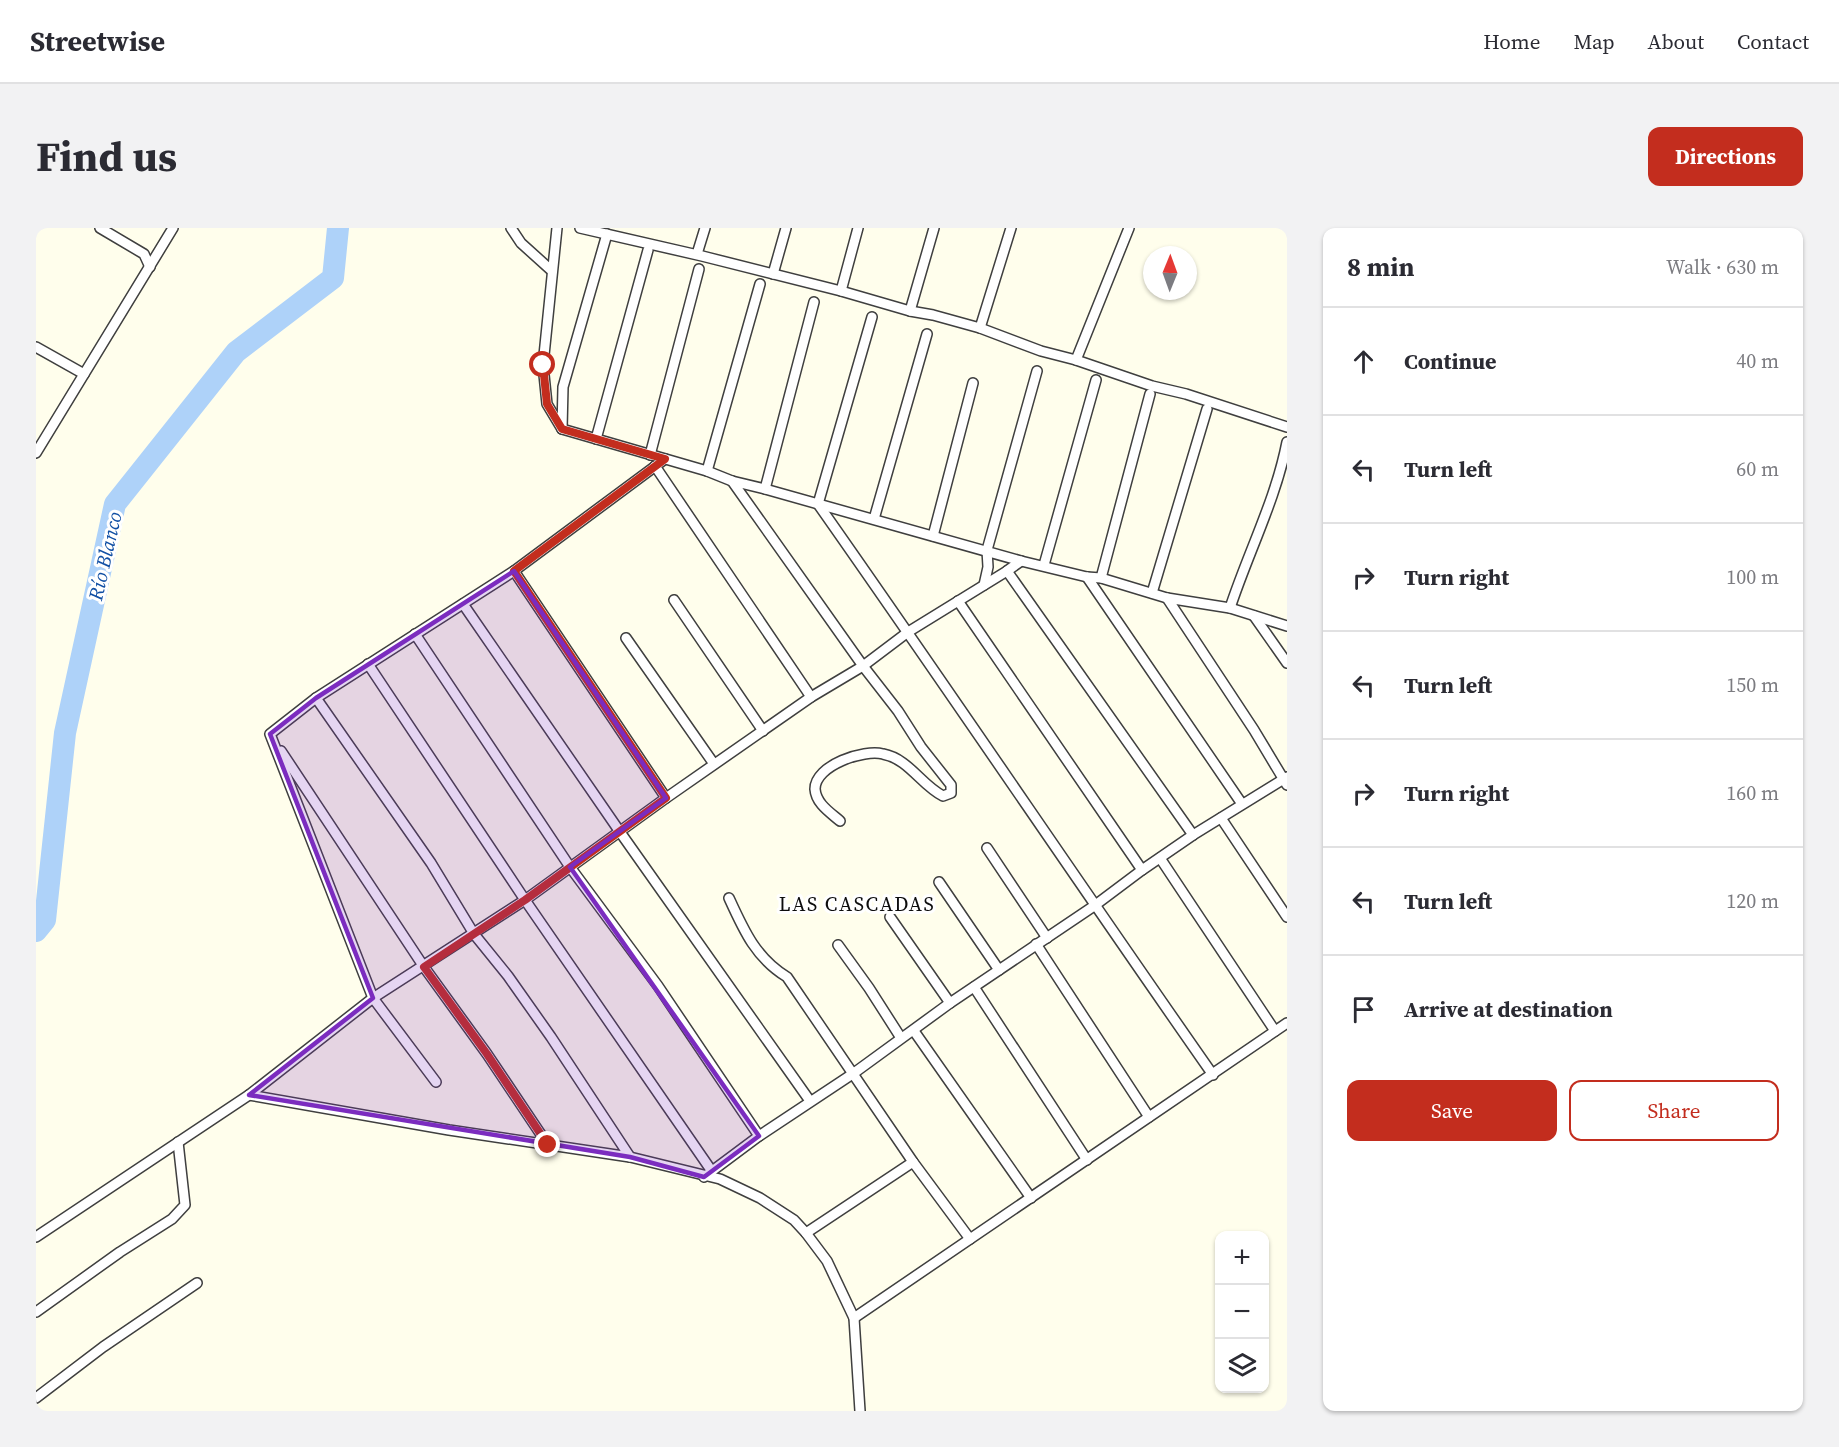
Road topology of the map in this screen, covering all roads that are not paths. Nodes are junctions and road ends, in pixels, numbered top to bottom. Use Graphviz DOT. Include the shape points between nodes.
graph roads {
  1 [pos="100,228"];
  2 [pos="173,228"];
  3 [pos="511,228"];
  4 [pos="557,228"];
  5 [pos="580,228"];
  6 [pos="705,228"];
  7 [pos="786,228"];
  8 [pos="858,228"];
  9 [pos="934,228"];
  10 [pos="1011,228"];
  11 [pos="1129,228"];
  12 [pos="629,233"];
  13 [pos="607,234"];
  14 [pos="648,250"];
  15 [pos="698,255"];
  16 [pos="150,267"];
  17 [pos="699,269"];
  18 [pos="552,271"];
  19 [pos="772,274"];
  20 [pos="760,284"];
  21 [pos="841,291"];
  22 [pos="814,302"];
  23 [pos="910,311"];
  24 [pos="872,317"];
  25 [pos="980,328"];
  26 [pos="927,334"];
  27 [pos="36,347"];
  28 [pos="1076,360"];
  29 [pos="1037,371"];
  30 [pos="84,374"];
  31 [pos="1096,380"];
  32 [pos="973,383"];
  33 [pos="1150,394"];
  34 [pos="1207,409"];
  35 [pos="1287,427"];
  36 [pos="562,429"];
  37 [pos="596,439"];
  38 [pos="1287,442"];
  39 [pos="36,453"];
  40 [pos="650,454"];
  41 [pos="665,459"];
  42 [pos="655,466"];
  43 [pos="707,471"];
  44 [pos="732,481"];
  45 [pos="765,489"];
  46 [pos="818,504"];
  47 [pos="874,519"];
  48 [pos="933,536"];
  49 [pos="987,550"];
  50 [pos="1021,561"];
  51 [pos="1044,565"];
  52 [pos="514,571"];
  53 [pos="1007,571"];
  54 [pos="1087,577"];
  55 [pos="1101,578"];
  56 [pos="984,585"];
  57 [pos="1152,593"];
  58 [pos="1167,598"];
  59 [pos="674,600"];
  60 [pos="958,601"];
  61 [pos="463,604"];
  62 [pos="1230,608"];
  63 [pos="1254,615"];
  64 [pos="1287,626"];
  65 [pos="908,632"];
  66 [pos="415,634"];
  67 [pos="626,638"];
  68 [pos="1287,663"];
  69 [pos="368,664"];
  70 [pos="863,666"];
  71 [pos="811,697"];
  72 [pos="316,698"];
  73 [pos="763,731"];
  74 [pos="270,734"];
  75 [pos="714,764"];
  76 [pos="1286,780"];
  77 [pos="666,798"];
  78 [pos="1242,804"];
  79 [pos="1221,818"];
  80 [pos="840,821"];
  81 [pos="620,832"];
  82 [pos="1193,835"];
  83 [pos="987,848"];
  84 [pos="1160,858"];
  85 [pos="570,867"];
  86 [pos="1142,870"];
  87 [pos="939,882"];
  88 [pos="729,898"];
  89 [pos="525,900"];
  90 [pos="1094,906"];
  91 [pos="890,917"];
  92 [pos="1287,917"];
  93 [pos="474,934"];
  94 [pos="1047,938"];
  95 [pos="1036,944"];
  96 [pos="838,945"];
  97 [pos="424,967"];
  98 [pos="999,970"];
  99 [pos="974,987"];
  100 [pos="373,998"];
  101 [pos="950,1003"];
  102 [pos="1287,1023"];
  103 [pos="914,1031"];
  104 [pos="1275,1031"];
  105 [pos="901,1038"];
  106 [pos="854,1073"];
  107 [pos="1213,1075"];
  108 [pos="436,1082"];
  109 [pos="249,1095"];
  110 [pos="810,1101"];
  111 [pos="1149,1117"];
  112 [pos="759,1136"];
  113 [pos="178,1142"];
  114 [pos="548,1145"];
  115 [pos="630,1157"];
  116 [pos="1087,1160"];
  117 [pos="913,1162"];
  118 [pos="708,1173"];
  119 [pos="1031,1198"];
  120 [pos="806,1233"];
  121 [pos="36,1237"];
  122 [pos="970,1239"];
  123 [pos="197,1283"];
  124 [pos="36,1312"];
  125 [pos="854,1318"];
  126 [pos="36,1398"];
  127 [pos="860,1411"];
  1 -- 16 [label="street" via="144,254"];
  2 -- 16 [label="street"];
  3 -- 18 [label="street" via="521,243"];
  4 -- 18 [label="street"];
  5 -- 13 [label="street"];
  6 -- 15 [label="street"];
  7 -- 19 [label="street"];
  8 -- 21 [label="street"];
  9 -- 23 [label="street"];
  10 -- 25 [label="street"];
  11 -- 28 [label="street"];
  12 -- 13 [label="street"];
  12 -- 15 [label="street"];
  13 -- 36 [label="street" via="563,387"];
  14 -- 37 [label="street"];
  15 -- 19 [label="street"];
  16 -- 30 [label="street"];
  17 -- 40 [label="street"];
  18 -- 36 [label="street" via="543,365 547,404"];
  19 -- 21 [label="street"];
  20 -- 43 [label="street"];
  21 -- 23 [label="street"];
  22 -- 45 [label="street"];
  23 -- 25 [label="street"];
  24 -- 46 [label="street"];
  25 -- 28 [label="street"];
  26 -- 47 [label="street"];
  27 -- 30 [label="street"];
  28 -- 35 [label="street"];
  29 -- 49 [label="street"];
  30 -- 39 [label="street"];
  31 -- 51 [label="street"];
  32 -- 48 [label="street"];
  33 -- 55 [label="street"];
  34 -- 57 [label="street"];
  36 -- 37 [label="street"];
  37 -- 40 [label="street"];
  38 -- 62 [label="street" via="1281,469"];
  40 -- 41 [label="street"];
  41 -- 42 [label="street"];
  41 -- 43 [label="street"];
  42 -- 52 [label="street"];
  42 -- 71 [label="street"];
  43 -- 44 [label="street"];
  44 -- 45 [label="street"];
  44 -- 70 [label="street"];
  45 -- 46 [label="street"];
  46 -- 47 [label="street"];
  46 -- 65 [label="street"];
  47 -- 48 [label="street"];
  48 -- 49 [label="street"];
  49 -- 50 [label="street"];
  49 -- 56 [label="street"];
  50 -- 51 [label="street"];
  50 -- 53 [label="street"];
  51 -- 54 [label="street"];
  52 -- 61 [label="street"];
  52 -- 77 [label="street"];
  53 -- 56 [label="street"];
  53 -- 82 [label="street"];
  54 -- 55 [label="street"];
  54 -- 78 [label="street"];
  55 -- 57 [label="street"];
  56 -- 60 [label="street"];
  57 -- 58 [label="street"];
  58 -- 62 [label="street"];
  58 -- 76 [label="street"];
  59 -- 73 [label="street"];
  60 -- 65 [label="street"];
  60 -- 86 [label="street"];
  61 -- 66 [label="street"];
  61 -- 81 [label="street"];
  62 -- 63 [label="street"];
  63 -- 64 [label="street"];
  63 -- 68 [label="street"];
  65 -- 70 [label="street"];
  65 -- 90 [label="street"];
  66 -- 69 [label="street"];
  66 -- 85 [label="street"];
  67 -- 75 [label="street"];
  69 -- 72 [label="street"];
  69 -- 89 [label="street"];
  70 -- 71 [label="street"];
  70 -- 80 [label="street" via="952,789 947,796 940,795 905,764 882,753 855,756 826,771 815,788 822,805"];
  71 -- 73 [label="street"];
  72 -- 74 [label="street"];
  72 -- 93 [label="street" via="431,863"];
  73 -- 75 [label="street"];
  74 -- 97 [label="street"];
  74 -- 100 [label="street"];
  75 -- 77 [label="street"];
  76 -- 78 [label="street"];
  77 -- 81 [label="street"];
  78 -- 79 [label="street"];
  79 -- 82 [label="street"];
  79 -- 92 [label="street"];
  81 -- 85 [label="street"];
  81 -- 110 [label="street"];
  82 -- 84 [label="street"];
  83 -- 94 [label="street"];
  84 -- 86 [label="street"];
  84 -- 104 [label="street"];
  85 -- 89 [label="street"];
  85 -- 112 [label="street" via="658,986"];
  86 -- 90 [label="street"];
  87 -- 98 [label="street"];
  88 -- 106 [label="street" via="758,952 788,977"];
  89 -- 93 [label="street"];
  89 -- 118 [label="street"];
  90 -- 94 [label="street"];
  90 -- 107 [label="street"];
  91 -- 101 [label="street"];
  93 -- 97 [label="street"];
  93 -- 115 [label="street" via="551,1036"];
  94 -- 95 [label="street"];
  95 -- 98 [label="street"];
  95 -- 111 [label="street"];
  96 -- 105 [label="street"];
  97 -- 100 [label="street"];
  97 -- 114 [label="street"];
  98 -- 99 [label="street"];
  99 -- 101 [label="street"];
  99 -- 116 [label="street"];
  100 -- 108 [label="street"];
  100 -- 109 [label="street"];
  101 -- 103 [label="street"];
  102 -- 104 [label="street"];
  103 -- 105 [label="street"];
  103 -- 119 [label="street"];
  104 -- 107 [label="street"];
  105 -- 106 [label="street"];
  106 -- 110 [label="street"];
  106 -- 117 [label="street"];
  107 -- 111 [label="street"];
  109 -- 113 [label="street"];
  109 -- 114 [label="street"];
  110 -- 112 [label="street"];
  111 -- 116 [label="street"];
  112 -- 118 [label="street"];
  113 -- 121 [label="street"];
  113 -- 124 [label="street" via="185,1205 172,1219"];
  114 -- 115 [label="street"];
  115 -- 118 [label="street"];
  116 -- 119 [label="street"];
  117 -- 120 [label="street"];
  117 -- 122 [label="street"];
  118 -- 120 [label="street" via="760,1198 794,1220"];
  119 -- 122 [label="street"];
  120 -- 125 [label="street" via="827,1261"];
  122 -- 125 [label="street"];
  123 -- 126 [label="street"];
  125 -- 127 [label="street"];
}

** TASK OBJECTIVE **
Starting from the data above, filter for lines with "roads" and copy each one.

** COMPLETED EXERCISE **
Road topology of the map in this screen, covering all roads that are not paths. Nodes are junctions and road ends, in pixels, numbered top to bottom. Use Graphviz DOT. Include the shape points between nodes.
graph roads {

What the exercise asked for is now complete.